Winning has a lot to do with that. The Chargers, who play host to Kansas City tonight, have won seven in a row and last Sunday secured a playoff spot by clinching the AFC West title with three weeks to go. That victory over Denver drew triple the TV ratings of typical Chargers games a few years earlier, back when the team was routinely out of the postseason race.

According to the Chargers, there were multiple bidders for the team’s exhibition games, which the last two summers have aired on KCBS/KCAL and are being negotiated for 2007. The Chargers have expanded their regional radio network to include Palm Springs, Las Vegas, Bakersfield, the Inland Empire, the Imperial Valley, Yuma, Ariz., and Tijuana.

With as much as one-quarter of the Chargers’ season-ticket holders living north of San Diego, Amtrak has adjusted and expanded its schedule for fall Sundays to provide service from L.A. and Orange County to Old Town San Diego, where fans can catch the trolley to Qualcomm Stadium. Team officials estimate as many as 1,000 fans from L.A. and Orange County travel to the home games that way.

“As long as there’s no team in Los Angeles or Orange County, it’s a natural vacuum that we’re trying very hard to fill,” said Mark Fabiani, special counsel to the Chargers. “Those are potential fans, business partners and advertisers. We’ve worked hard on and off the field to attract fans from all over Southern California.”

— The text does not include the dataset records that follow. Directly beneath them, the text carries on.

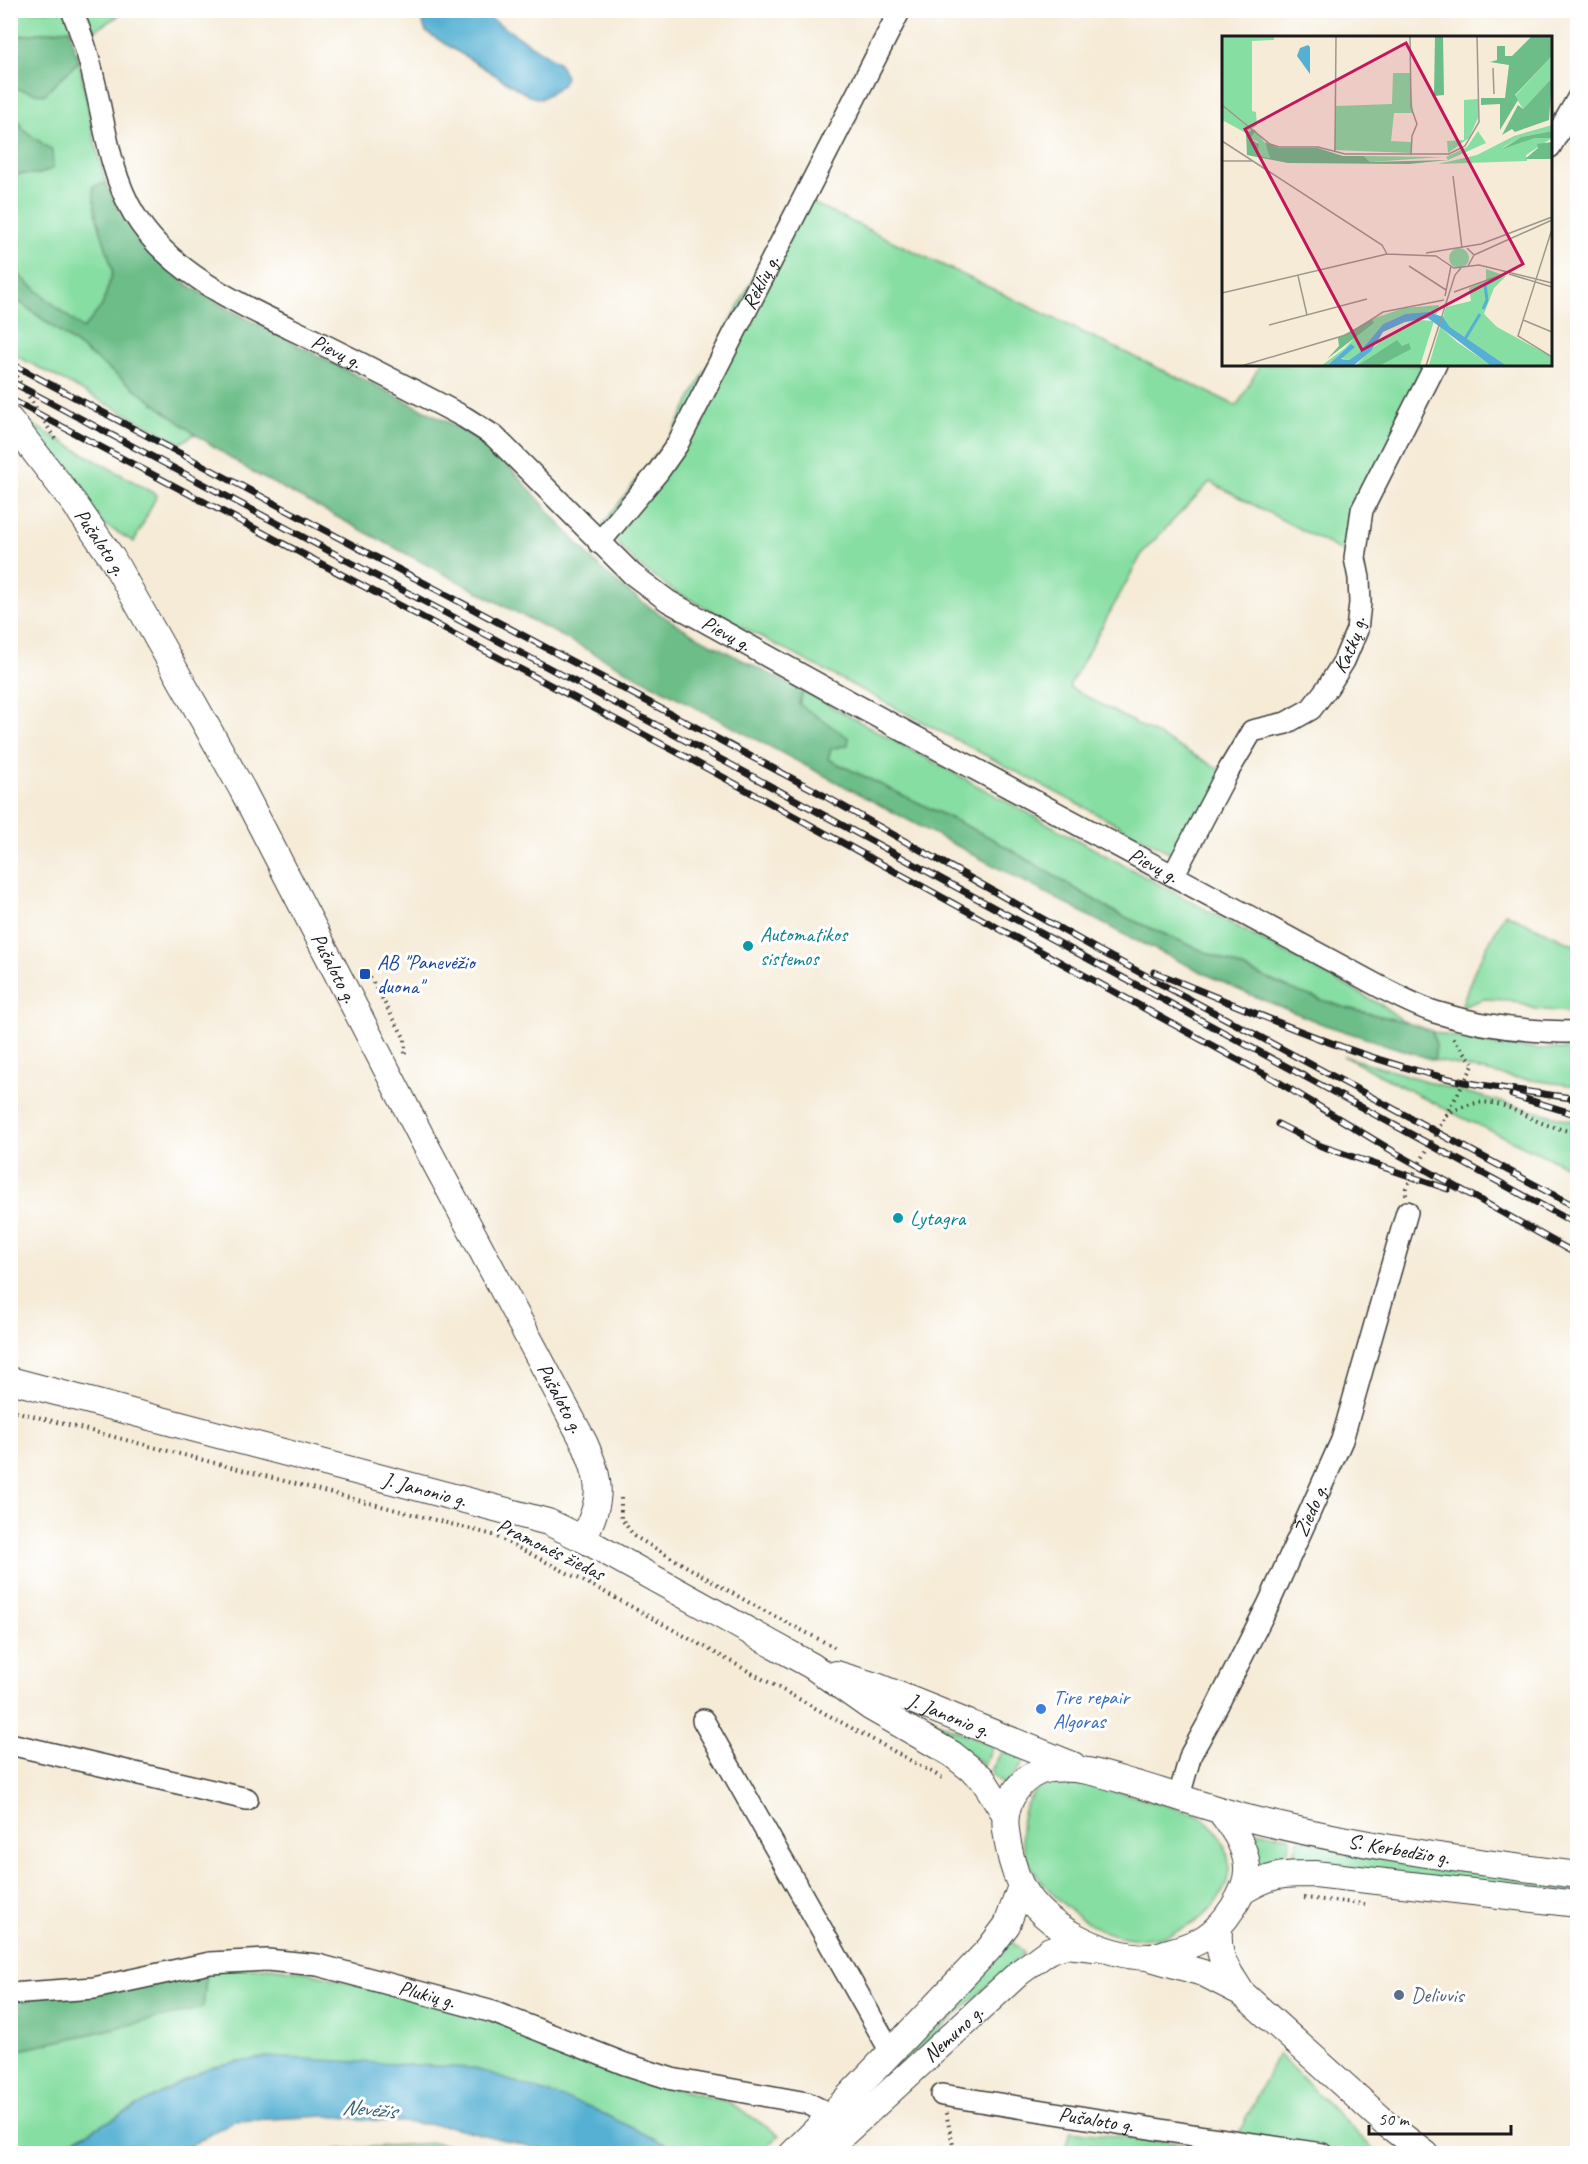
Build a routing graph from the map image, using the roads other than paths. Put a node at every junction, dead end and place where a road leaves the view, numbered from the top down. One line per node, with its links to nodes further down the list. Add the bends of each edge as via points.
1 (72, 10): 7 (street, Pievų g., via 94,79 118,179 134,214 160,247 195,277 494,436)
2 (900, 10): 7 (street, Rėklių g., via 677,444)
3 (1578, 98): 4 (street)
4 (1552, 145)
5 (1435, 366): 8 (street, Katkų g., via 1362,510 1355,558 1359,578 1357,630 1344,661 1311,708 1286,723 1252,731)
6 (10, 420): 12 (main road, Pušaloto g., via 112,558 219,748 584,1442 596,1470 598,1497)
7 (599, 543): 8 (street, Pievų g., via 668,601)
8 (1174, 874): 9 (street, Pievų g., via 1384,989 1433,1011 1514,1027)
9 (1578, 1032)
10 (1407, 1212): 17 (street, Žiedo g., via 1342,1440 1269,1603 1191,1754)
11 (10, 1380): 12 (main road, J. Janonio g., via 523,1514)
12 (583, 1539): 13 (main road, J. Janonio g.)
13 (812, 1666): 16 (main road, J. Janonio g., via 879,1687); 20 (main road, J. Janonio g., via 870,1707 952,1754 982,1778)
14 (703, 1720): 30 (street)
15 (10, 1744): 18 (street)
16 (1084, 1769): 17 (main road, S. Kerbedžio g.); 20 (main road, via 1047,1770 1030,1778 1016,1790)
17 (1179, 1796): 19 (main road, S. Kerbedžio g.)
18 (247, 1799)
19 (1220, 1811): 21 (main road, S. Kerbedžio g., via 1440,1858); 23 (main road, via 1244,1852 1247,1878)
20 (1005, 1814): 22 (main road, via 1009,1851)
21 (1578, 1875)
22 (1021, 1887): 26 (main road, via 1054,1922); 30 (main road, Nemuno g., via 1006,1925 989,1949)
23 (1243, 1891): 24 (main road, S. Kerbedžio g., via 1266,1878 1315,1874); 25 (main road)
24 (1578, 1904)
25 (1219, 1928): 27 (main road, via 1189,1946); 28 (main road, via 1221,1960)
26 (1101, 1949): 27 (main road, Nemuno g.); 32 (main road, Nemuno g., via 1066,1945 1050,1950)
27 (1151, 1958): 28 (main road, via 1203,1973)
28 (1242, 1993): 33 (main road)
29 (10, 1994): 32 (street, Plukių g., via 94,1988 210,1963 267,1960 318,1965 493,2012 672,2079 807,2103)
30 (891, 2052): 32 (main road, Nemuno g.)
31 (942, 2095): 36 (street, Pušaloto g.)
32 (839, 2122): 34 (main road, Nemuno g.); 35 (main road, Nemuno g.)
33 (1388, 2125): 37 (main road); 38 (main road)
34 (792, 2154)
35 (822, 2154)
36 (1322, 2154)
37 (1412, 2154)
38 (1426, 2154)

There’s a practical reason for that, beyond ticket and souvenir sales. For years, the team has been angling for a new stadium in San Diego, with the possibility it could relocate if it doesn’t get one. The Chargers, understanding there’s no public money for football stadiums, have proposed paying for the venue themselves in exchange for development rights to the surrounding area.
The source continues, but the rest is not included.